Bu Blogda Ara
30 Ekim 2018 Salı
MÜSLÜMANCA YAŞAMA ÜZERİNE BİR HATIRLATMA-1
“Emrolunduğun gibi dosdoğru ol…” Emrolunduğu gibi düşünce aşamasını geçtik mi bilmiyorum ama, düşüncesi olmayan bir yaşamın pratiği olmayacağına inanıyorum…
Şöyle bir giriş yaparak yol almak istiyorum, nereye gittiğimi biliyorum ama, bu saatte yola çıkılır mı onu bilmiyorum, akşamın bu dar vakti nereye kadar gidebilirim ki, …
Sarp yokuşu çıkacaksın, bir garibi muhtacı elinden tutup kaldıracaksın, Sarp yokuşu göze alamayan biri, nasıl emrolunduğu gibi yaşar ki, Yaratıcının sana verdiği ve seni rızık yönünden üstün kıldığı imkanlarını, yanındakilerle paylaşarak eşit duruma geleceksin, Allah’ın emrini yok saymayacaksın…
Yapmayacağın ve yapmadıklarını başkalarına söylemeyeceksin, Öncelikle sen doğru olacaksın ve doğru yolun ne olduğunu tanımlayarak gönül huzuru yaşayacaksın ama gönül yorgunlarından olmayacaksın…
Sahip olduklarını ve hatta kabirde yatan ecdadını sayarak onların yaptıklarıyla övünmeyeceksin, seninle birlikte yolda yürüyenlerden hiçbir farkın olmadığını hayatındaki merhametli adımlarınla ortaya koyacaksın…
İnsan olduğunu anlayarak insan gibi yaşayacaksın; yeryüzü coğrafyasına bağımlı kılacak kazanımların seni köle edinmesine fırsat tanımayacaksın…
Sen, seninle ilgili bir program yaparken, senin üzerinde tasarruf yetkisine sahip mutlak hükümdarın hesabını, hesap ederek yol alacaksın…
Adaletin ne olduğunu yaldızlı ve çekim merkezi yüksek veciz sözlerle anlatmayacaksın, adaletin kılcal damarlarında kök salmasına izin vereceksin giden başında olsa bundan asla taviz vermeyeceksin…
Yeryüzünde seçilmiş veya atanmış bir hesap uzmanı gibi, kendini başkalarının defterlerini düren, sürekli cennet ve cehenneme sülüs veren bir belam Bin Baur olarak görmeyeceksin…
Bu alemde eğer mal mülk verilecekse sadece bana verilmeli ve ben bunları en iyi pay ederim diye düşünüp, müstağni bir firavun olmayacaksın…
Birleştirilmesi gereken bağları yaklaştıracaksın, parçalamak isteyenlere açık kapı bırakmayacaksın…Ekini ve nesli koruyacaksın, fesadın kaynağında bir zerre bile olmayacaksın…

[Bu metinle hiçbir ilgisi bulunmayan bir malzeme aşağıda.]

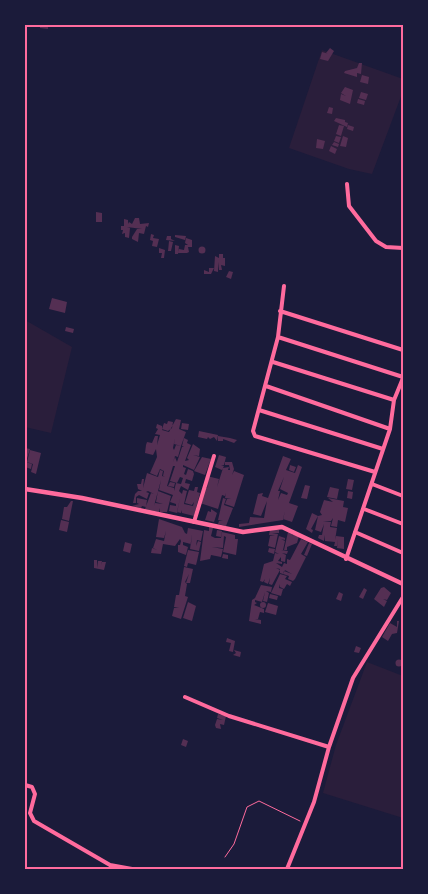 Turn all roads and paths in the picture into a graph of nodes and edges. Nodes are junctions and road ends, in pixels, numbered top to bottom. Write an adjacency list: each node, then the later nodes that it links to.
1 (347, 184): 2 (street)
2 (403, 248)
3 (284, 286): 4 (street)
4 (280, 311): 5 (street); 6 (street)
5 (278, 337): 7 (street); 8 (street)
6 (403, 350)
7 (272, 362): 9 (street); 10 (street)
8 (403, 377): 10 (street)
9 (266, 386): 11 (street); 12 (street)
10 (394, 400): 12 (street)
11 (259, 410): 13 (street); 15 (street)
12 (390, 430): 13 (street)
13 (383, 449): 15 (street)
14 (214, 456): 20 (street)
15 (375, 472): 16 (street)
16 (372, 484): 18 (street); 19 (street)
17 (25, 489): 20 (street)
18 (403, 496)
19 (364, 509): 21 (street); 22 (street)
20 (194, 522): 24 (street)
21 (403, 524)
22 (355, 532): 23 (street); 24 (street)
23 (403, 553)
24 (346, 559): 25 (street)
25 (403, 584)
26 (403, 597): 28 (street)
27 (185, 697): 28 (street)
28 (329, 747): 30 (street)
29 (25, 785): 32 (street)
30 (306, 823): 31 (path); 33 (street)
31 (224, 857)
32 (132, 869)
33 (286, 869)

Önce İnsan, sonra Müslüman olacaksın, Müslümanım diyerek herkese, kendi karanlıklarını hayat budur diye dayatmayacaksın…
Asla yalan söylemeyeceksin, dünyanın tapusunu sana yapacaklarını bilsen de terazideki ağır basan yanın ruhunun üflendiği kaynağın istekleri olsun…
Durmayacaksın, yürüyerek koşacaksın, ama asla ivedi ve ne olduğu belli olmayan adımlar atmayacaksın…Yaratıcının her an yaratma halinde olduğunu bilerek kendinde yeni ufuklar yaratacaksın…
Benlik ve şahsiyet taşıyacaksın, ancak benlik ve sahiplik kibrini, dışındakilere musallat ederek onların etrafında el pençe divan durarak, pervane dönmelerine zemin hazırlamayacaksın…
Senden kaynaklanan yanlışların faturasını, masum, mazlum ve gariplere keserek, onları çeki ödemeye mecbur bırakmayacaksın…
Ne erişilmesi güç bir varlık ne de hiç işe yaramaz bir nesne olarak kendini değerlendirmeyeceksin, sen hem bir damla su hem gökyüzünde bulut hem de toprağa düşen bir yağmur olarak tohumların çimlenmesine neden olan, bir öz olarak ağır, mütevazi ve merhametli yaşayacaksın…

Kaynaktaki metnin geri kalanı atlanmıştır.